Some authorities, including those in France, Germany and the Netherlands, raised objections with the DPC’s draft decision and, when a compromise could not be agreed, the matter was referred to the European Data Protection Board (EDPB) for a binding decision, which has now been published.

The final decision issued by the DPC reflects additional findings of infringement made by the EDPB, which include that WhatsApp breached the principle of transparency under Article 5 of the GDPR – a fact that on its own accounts for €90m of the overall final fine imposed.

The WhatsApp case is the second cross-border GDPR enforcement case that the DPC has led on investigating that the EDPB has issued a binding decision on. In December 2020 the EDPB endorsed a draft decision that the DPC had reached in a case involving Twitter. In doing so, the EDPB effectively determined that the other authorities that had raised objections in that case had failed to clearly demonstrate that there were significant risks posed by the DPC's draft decision as regards the fundamental rights and freedoms of data subjects, as required by the GDPR.

The EDPB took a different view of the DPC’s draft decision in the WhatsApp case, ordering the Irish regulator to reflect its additional findings of infringements of transparency and its views on how the level of fine should be calculated in its final decision. It also ordered the DPC to revise down, from six months to three months, the period that WhatsApp should be given to change its data processing to comply with the GDPR.

Under the GDPR, fines of up to 4% of a company’s annual global turnover, or €20m, whichever is highest, can be imposed for the most serious breaches – which include those falling under Articles 5, 12, 13 and 14 of the regulation, as was relevant in this case.

In assessing how the fine to be imposed against WhatsApp should be calculated, the EDPB ordered the DPC to factor in the turnover of all the component companies falling under the umbrella of Facebook Inc, WhatsApp’s parent company. It also clarified that the total turnover of a company is a factor that can be considered for ensuring the actual level of penalty decided upon is “effective, proportionate and dissuasive”, as the regulation requires, and is not just relevant for determining what the maximum possible penalty that can be imposed under the GDPR is.
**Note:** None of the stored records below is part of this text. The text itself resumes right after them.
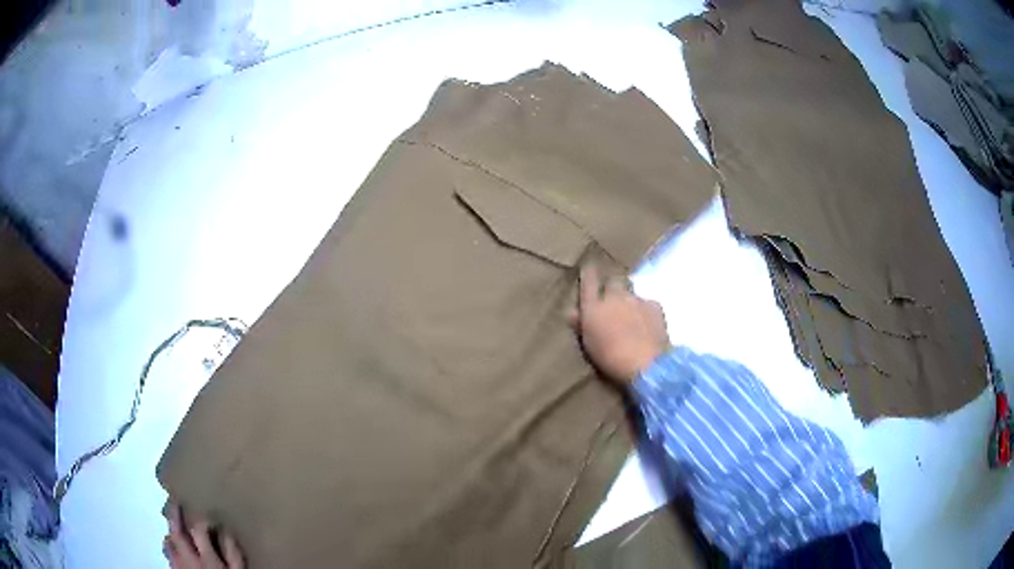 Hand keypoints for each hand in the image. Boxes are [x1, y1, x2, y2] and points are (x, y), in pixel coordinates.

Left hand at [164, 503, 244, 568]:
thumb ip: (232, 553)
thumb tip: (226, 531)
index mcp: (206, 557)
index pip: (197, 529)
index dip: (199, 518)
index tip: (202, 512)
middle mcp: (188, 559)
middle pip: (176, 532)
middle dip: (174, 515)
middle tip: (174, 501)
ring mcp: (179, 567)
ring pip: (168, 544)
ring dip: (169, 533)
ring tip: (171, 526)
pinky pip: (168, 558)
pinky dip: (169, 549)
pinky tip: (171, 548)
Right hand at [569, 264, 669, 385]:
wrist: (646, 363)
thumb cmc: (610, 359)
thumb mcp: (589, 344)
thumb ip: (581, 324)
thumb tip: (573, 311)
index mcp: (594, 306)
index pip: (588, 280)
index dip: (588, 272)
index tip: (588, 266)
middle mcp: (614, 296)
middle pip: (613, 280)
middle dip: (612, 286)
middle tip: (612, 300)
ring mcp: (636, 299)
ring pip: (630, 292)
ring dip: (628, 299)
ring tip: (631, 315)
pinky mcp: (654, 305)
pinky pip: (647, 303)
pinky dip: (645, 310)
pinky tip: (647, 324)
The EDPB also provided guidance on the application of Article 83(3) of the GDPR, which concerns how fines should be calculated in certain cases. That provision states that the total amount of the fine must not exceed the amount specified for the gravest infringement identified in cases where it is found that an organisation has intentionally or negligently infringed several provisions of the GDPR in respect of “the same or linked processing operations”. 
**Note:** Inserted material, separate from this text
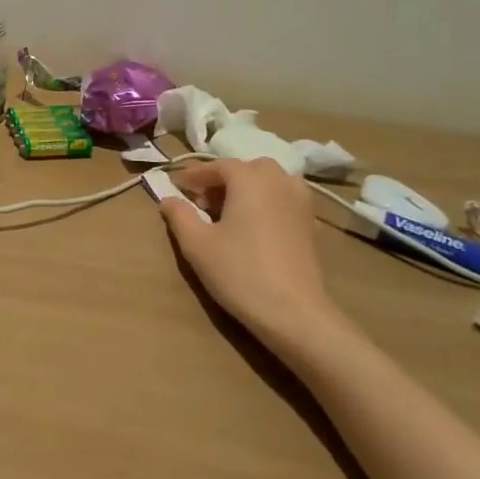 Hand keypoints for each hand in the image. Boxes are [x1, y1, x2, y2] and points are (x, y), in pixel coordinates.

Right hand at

The DPC had argued that Article 83(3) restricted it to capping its total fine against WhatsApp no higher than “the amount specified for the gravest infringement” – this being for the breach of Article 14 as the DPC regarded it. However, the EDPB disagreed.

In a statement, the EDPB said that “when faced with multiple infringements for the same or linked processing operations, all the infringements should be taken into consideration when calculating the amount of the fine”, provided that the level of fine is proportionate and does not exceed the maximum penalty that can be imposed under the GDPR.

Dublin-based data protection law expert Andreas Carney of Pinsent Masons, the law firm behind Out-Law, said: “The decision is multi-faceted. It provides a meaningful reference point for the interpretation of certain GDPR provisions for the first time, notably how the calculation of a fine is influenced by a finding of several infringements under Article 83(3). It also highlights the impact that the dispute resolution procedure under Article 65 of the GDPR can have on decisions made by authorities at a national level, both in terms of the findings themselves and the size of fines imposed, perhaps signalling a greater move toward establishing consistency in enforcement across member states.”